Research

My research focuses on the effect of firms' strategic behavior and market power on international trade.

Working papers

Price Discrimination and Competition in International Transportation

Best Paper Award at the 24th Spring Meeting of Young Economists, 2020

This paper uses uniquely detailed freight price data to study the determinants of transportation costs and their implications as a trade friction. I document empirical regularities violating both the Law of One Price in the shipping industry and the "iceberg" trade cost assumption. I show that conditional on the shipment's value, freight prices fall with the shipment's and exporter's size within narrowly defined routes. I then develop a trade model that integrates both economies of scale and price discrimination as mechanisms generating these findings. Finally, I test the model and provide causal evidence of competition affecting price dispersion using an exogenous weather-related shock as an instrument to competition. This shows price discrimination affects transportation costs. The implication is that competition increases the extent of quantity discounts thus giving further advantage to larger firms in international trade.

The Market Power of Buyers and Sellers in International Trade R&R at American Economic Journal: Microeconomics

Price dispersion across buyers within product categories is commonly explained by quality differences in international trade. I use a uniquely fine-grained trade dataset which includes seller names and product descriptions to decompose price dispersion while accounting for quality. Surprisingly, I find substantial residual price variation across buyers of nearly identical products from the same seller. I show these price residuals are strongly negatively correlated with buyer size, which explains 25% of price dispersion across buyers. This is not driven by scale economies or intra-firm trade and suggests market-power mechanisms. To rationalize this finding, I integrate basic industrial organization models into an international trade framework. I show classic oligopolistic price discrimination and oligopsony both imply a positive buyer size - price relationship and cannot explain my findings. However, the data is consistent with price discrimination if larger buyers have outside options that allow them to demand discounts from their suppliers. This has three implications. First, by countervailing the market power of sellers, larger buyers can increase pass-through of global shocks along value chains. Second, countervailing power upstream gives further advantage to initially more productive firms downstream thus increasing firm heterogeneity. Third, larger buyers gain more from output trade liberalization through additional input price reductions.

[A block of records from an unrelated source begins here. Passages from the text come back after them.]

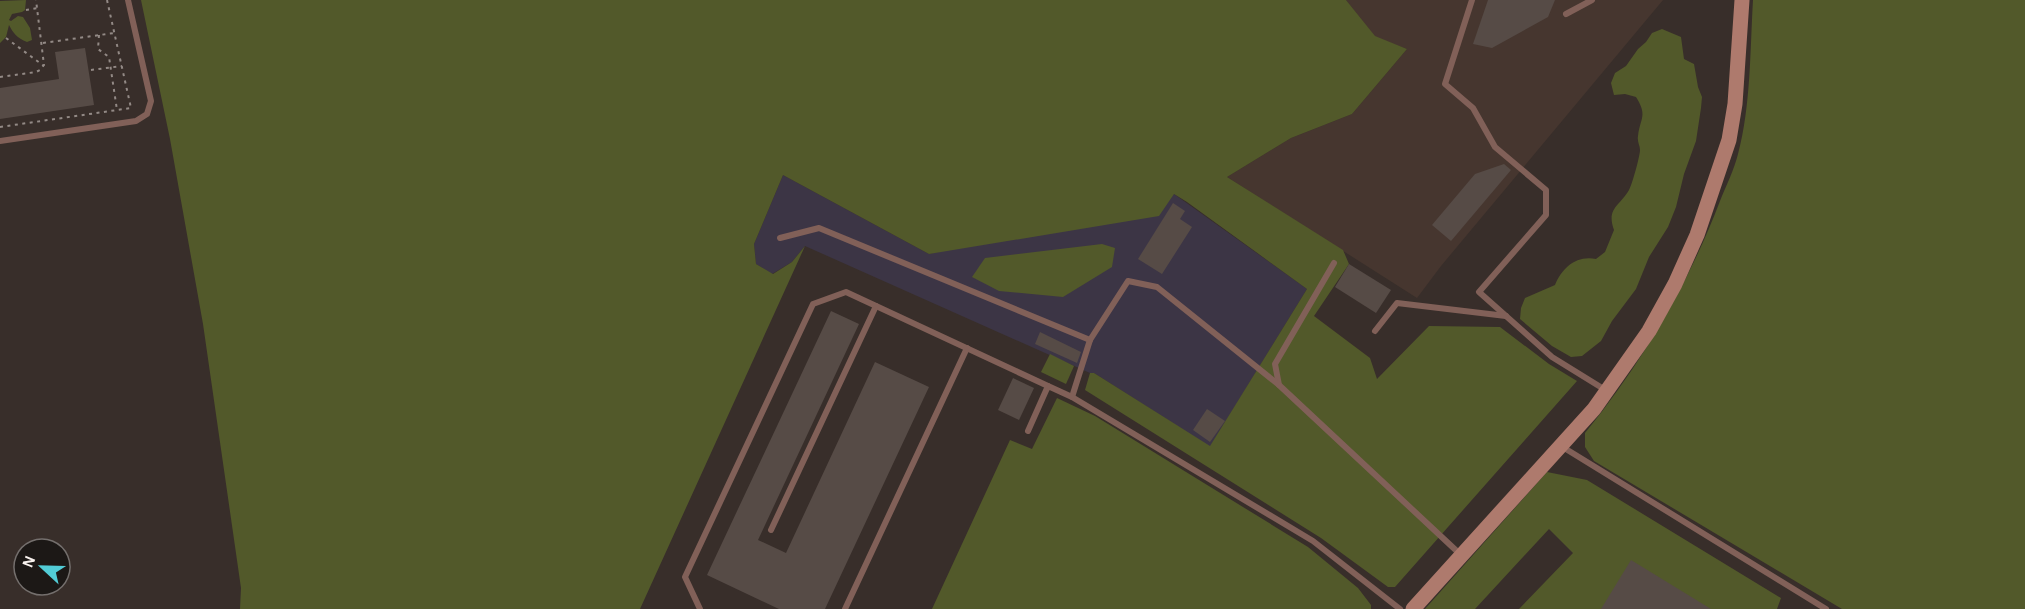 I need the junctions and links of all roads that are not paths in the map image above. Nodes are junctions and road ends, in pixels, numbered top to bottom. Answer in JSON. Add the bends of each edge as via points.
{"nodes":[{"id":1,"x":128,"y":0,"type":"edge"},
{"id":2,"x":1472,"y":0,"type":"edge"},
{"id":3,"x":1592,"y":0,"type":"edge"},
{"id":4,"x":1742,"y":0,"type":"edge"},
{"id":5,"x":1566,"y":14,"type":"dead end"},
{"id":6,"x":0,"y":141,"type":"edge"},
{"id":7,"x":780,"y":238,"type":"dead end"},
{"id":8,"x":1334,"y":263,"type":"dead end"},
{"id":9,"x":876,"y":306,"type":"junction"},
{"id":10,"x":1506,"y":316,"type":"junction"},
{"id":11,"x":1375,"y":331,"type":"dead end"},
{"id":12,"x":1090,"y":340,"type":"junction"},
{"id":13,"x":967,"y":348,"type":"junction"},
{"id":14,"x":1279,"y":385,"type":"junction"},
{"id":15,"x":1048,"y":386,"type":"junction"},
{"id":16,"x":1607,"y":391,"type":"junction"},
{"id":17,"x":1072,"y":397,"type":"junction"},
{"id":18,"x":1028,"y":431,"type":"dead end"},
{"id":19,"x":1560,"y":446,"type":"junction"},
{"id":20,"x":771,"y":530,"type":"dead end"},
{"id":21,"x":1461,"y":555,"type":"junction"},
{"id":22,"x":700,"y":609,"type":"edge"},
{"id":23,"x":845,"y":609,"type":"edge"},
{"id":24,"x":1400,"y":609,"type":"edge"},
{"id":25,"x":1413,"y":609,"type":"edge"},
{"id":26,"x":1826,"y":609,"type":"edge"}],
"edges":[{"from":1,"to":6,"type":"lane","via":[[151,101],[147,114],[136,121]]},
{"from":2,"to":10,"type":"lane","via":[[1445,84],[1473,108],[1495,147],[1546,190],[1546,215],[1479,292]]},
{"from":3,"to":5,"type":"lane"},
{"from":4,"to":16,"type":"street","via":[[1735,104],[1718,178],[1675,284],[1649,331]]},
{"from":7,"to":12,"type":"lane","via":[[819,228]]},
{"from":8,"to":14,"type":"lane","via":[[1275,364]]},
{"from":9,"to":13,"type":"lane"},
{"from":9,"to":20,"type":"lane"},
{"from":9,"to":22,"type":"lane","via":[[846,292],[813,304],[685,577]]},
{"from":10,"to":11,"type":"lane","via":[[1397,303]]},
{"from":10,"to":16,"type":"lane","via":[[1552,357]]},
{"from":12,"to":14,"type":"lane","via":[[1128,280],[1156,287]]},
{"from":12,"to":17,"type":"lane"},
{"from":13,"to":15,"type":"lane"},
{"from":13,"to":23,"type":"lane"},
{"from":14,"to":21,"type":"lane"},
{"from":15,"to":17,"type":"lane"},
{"from":15,"to":18,"type":"lane"},
{"from":16,"to":19,"type":"street"},
{"from":17,"to":24,"type":"lane","via":[[1313,541]]},
{"from":19,"to":21,"type":"street"},
{"from":19,"to":26,"type":"lane"},
{"from":21,"to":25,"type":"street"}]} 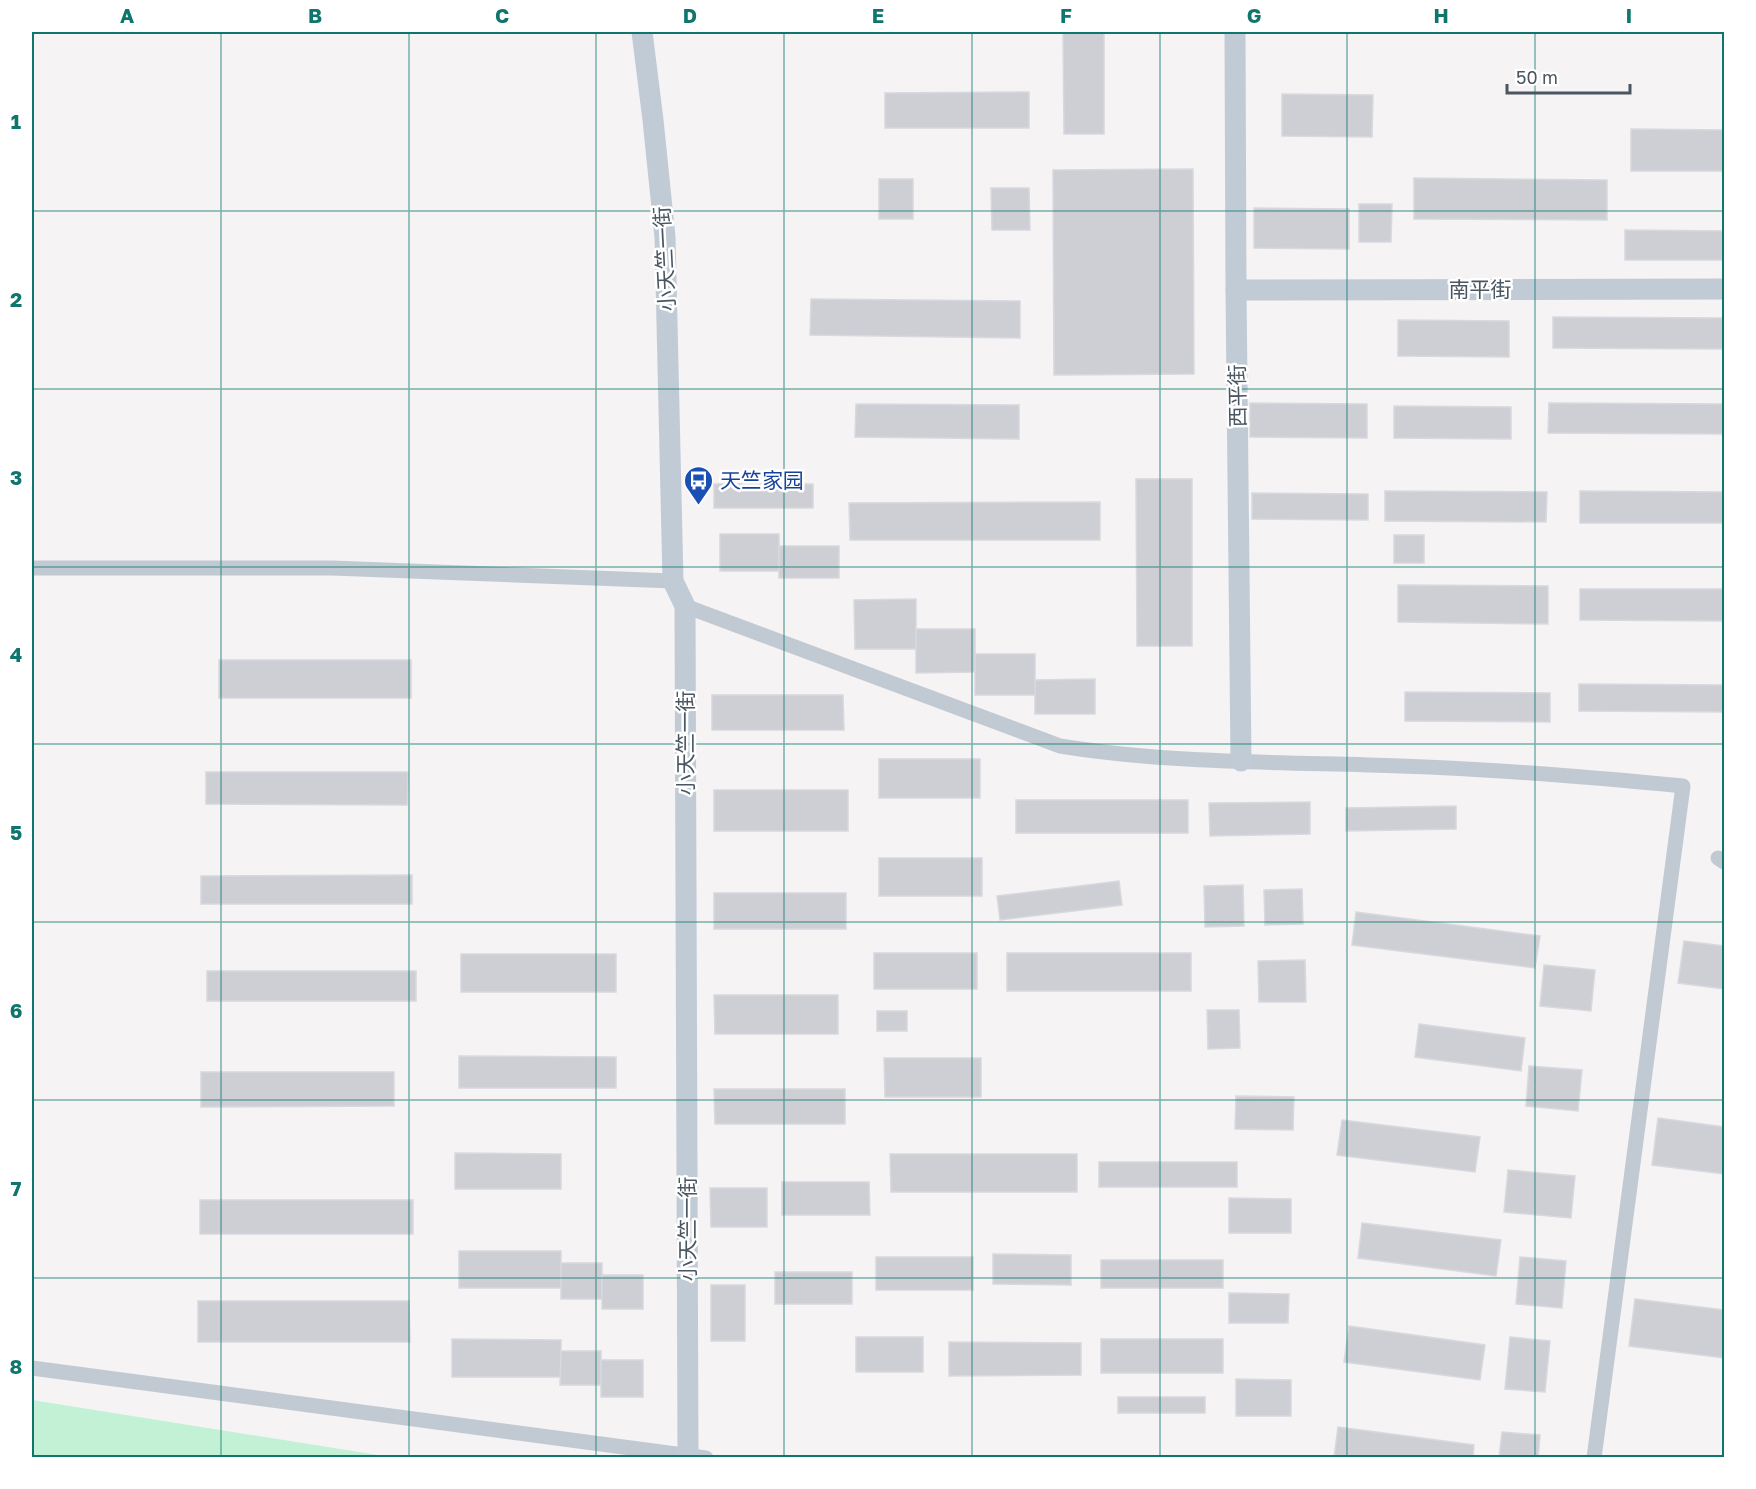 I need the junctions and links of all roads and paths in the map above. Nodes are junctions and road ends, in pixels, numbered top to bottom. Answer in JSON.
{"nodes":[{"id":1,"x":642,"y":32,"type":"edge"},
{"id":2,"x":1235,"y":32,"type":"edge"},
{"id":3,"x":1725,"y":289,"type":"edge"},
{"id":4,"x":1236,"y":290,"type":"junction"},
{"id":5,"x":32,"y":568,"type":"edge"},
{"id":6,"x":673,"y":581,"type":"junction"},
{"id":7,"x":685,"y":606,"type":"junction"},
{"id":8,"x":1241,"y":761,"type":"junction"},
{"id":9,"x":32,"y":1368,"type":"edge"},
{"id":10,"x":694,"y":1457,"type":"edge"},
{"id":11,"x":1594,"y":1458,"type":"edge"}],
"edges":[{"from":1,"to":6,"type":"street","name":"小天竺一街"},
{"from":2,"to":4,"type":"street","name":"西平街"},
{"from":3,"to":4,"type":"street","name":"南平街"},
{"from":4,"to":8,"type":"street","name":"西平街"},
{"from":5,"to":6,"type":"street"},
{"from":6,"to":7,"type":"street","name":"小天竺一街"},
{"from":7,"to":8,"type":"street"},
{"from":7,"to":10,"type":"street","name":"小天竺一街"},
{"from":8,"to":11,"type":"street"},
{"from":9,"to":10,"type":"street"}]}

Making America Great Again? The Economic Impacts of the Liberation Day Tariffs (with Ahmad Lashkaripour, Luca Macedoni, and Ina Simonovska)

On April 2, 2025, President Trump announced "Liberation Day," imposing broad tariffs on imports to reduce trade deficits and revive U.S. industry. We analyze the long-term economic effects of these tariffs, finding that while they may improve U.S.'s terms of trade if trading partners do not retaliate, any welfare gains vanish under reciprocal retaliation. Assuming no retaliation, we derive the optimal U.S. tariff rate, which is approximately 25% and uniformly applied across all trade partners. This optimal structure stands in stark contrast to the USTR's proposed tariff schedule, which varies by trading partner and is based on bilateral trade deficits. When trading partners retaliate optimally against the USTR-proposed tariffs, the U.S. experiences a welfare loss of nearly 1%, while partner countries offset virtually all the initial losses. The resulting tariff war, however, reduces global employment by 0.5%. Although the tariffs do succeed in reducing the U.S. trade deficit, the resulting deadweight losses underscore the inefficiency of using protectionist trade policy as a tool for deficit reduction.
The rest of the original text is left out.